WHAT TO PRODUCE >>
The whole of the data is to be duplicated precisely.

(Excerpts from a dataset)
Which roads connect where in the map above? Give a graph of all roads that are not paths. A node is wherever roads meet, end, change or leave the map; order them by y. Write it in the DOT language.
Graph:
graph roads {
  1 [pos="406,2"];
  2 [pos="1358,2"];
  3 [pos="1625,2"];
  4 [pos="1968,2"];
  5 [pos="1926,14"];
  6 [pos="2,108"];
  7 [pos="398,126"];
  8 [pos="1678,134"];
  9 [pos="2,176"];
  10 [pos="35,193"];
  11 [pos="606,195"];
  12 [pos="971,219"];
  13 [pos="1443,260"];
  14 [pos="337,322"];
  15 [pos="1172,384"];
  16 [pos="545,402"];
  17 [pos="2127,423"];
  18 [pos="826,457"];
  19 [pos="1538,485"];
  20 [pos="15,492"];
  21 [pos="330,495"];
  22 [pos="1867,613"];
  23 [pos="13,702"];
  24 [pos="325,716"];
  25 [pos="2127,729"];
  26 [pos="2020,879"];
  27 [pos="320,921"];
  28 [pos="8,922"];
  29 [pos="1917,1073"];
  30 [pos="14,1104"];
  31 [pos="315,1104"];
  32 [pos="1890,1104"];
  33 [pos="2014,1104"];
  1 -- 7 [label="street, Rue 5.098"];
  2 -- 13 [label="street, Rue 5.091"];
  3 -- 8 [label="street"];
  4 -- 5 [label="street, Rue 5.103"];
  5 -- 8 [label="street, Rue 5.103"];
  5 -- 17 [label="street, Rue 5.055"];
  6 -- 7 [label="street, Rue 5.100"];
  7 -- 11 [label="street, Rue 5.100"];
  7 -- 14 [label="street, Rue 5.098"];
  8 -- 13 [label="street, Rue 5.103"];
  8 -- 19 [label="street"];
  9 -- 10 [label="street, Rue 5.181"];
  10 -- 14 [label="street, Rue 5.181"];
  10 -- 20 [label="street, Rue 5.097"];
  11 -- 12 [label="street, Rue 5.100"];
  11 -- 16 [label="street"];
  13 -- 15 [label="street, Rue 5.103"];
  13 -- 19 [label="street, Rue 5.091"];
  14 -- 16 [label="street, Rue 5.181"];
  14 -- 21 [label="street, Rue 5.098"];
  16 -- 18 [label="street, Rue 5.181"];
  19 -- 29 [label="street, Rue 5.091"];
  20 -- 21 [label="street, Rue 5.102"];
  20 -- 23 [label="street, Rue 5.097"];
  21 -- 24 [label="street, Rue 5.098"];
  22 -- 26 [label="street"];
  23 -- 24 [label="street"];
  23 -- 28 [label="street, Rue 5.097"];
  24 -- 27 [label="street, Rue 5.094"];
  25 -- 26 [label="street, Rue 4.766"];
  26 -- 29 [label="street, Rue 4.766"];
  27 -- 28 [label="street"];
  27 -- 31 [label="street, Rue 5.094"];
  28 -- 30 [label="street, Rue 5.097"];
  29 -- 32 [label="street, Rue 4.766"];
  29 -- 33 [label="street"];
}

RESULT OF THIS EXERCISE >>
Which roads connect where in the map above? Give a graph of all roads that are not paths. A node is wherever roads meet, end, change or leave the map; order them by y. Write it in the DOT language.
Graph:
graph roads {
  1 [pos="406,2"];
  2 [pos="1358,2"];
  3 [pos="1625,2"];
  4 [pos="1968,2"];
  5 [pos="1926,14"];
  6 [pos="2,108"];
  7 [pos="398,126"];
  8 [pos="1678,134"];
  9 [pos="2,176"];
  10 [pos="35,193"];
  11 [pos="606,195"];
  12 [pos="971,219"];
  13 [pos="1443,260"];
  14 [pos="337,322"];
  15 [pos="1172,384"];
  16 [pos="545,402"];
  17 [pos="2127,423"];
  18 [pos="826,457"];
  19 [pos="1538,485"];
  20 [pos="15,492"];
  21 [pos="330,495"];
  22 [pos="1867,613"];
  23 [pos="13,702"];
  24 [pos="325,716"];
  25 [pos="2127,729"];
  26 [pos="2020,879"];
  27 [pos="320,921"];
  28 [pos="8,922"];
  29 [pos="1917,1073"];
  30 [pos="14,1104"];
  31 [pos="315,1104"];
  32 [pos="1890,1104"];
  33 [pos="2014,1104"];
  1 -- 7 [label="street, Rue 5.098"];
  2 -- 13 [label="street, Rue 5.091"];
  3 -- 8 [label="street"];
  4 -- 5 [label="street, Rue 5.103"];
  5 -- 8 [label="street, Rue 5.103"];
  5 -- 17 [label="street, Rue 5.055"];
  6 -- 7 [label="street, Rue 5.100"];
  7 -- 11 [label="street, Rue 5.100"];
  7 -- 14 [label="street, Rue 5.098"];
  8 -- 13 [label="street, Rue 5.103"];
  8 -- 19 [label="street"];
  9 -- 10 [label="street, Rue 5.181"];
  10 -- 14 [label="street, Rue 5.181"];
  10 -- 20 [label="street, Rue 5.097"];
  11 -- 12 [label="street, Rue 5.100"];
  11 -- 16 [label="street"];
  13 -- 15 [label="street, Rue 5.103"];
  13 -- 19 [label="street, Rue 5.091"];
  14 -- 16 [label="street, Rue 5.181"];
  14 -- 21 [label="street, Rue 5.098"];
  16 -- 18 [label="street, Rue 5.181"];
  19 -- 29 [label="street, Rue 5.091"];
  20 -- 21 [label="street, Rue 5.102"];
  20 -- 23 [label="street, Rue 5.097"];
  21 -- 24 [label="street, Rue 5.098"];
  22 -- 26 [label="street"];
  23 -- 24 [label="street"];
  23 -- 28 [label="street, Rue 5.097"];
  24 -- 27 [label="street, Rue 5.094"];
  25 -- 26 [label="street, Rue 4.766"];
  26 -- 29 [label="street, Rue 4.766"];
  27 -- 28 [label="street"];
  27 -- 31 [label="street, Rue 5.094"];
  28 -- 30 [label="street, Rue 5.097"];
  29 -- 32 [label="street, Rue 4.766"];
  29 -- 33 [label="street"];
}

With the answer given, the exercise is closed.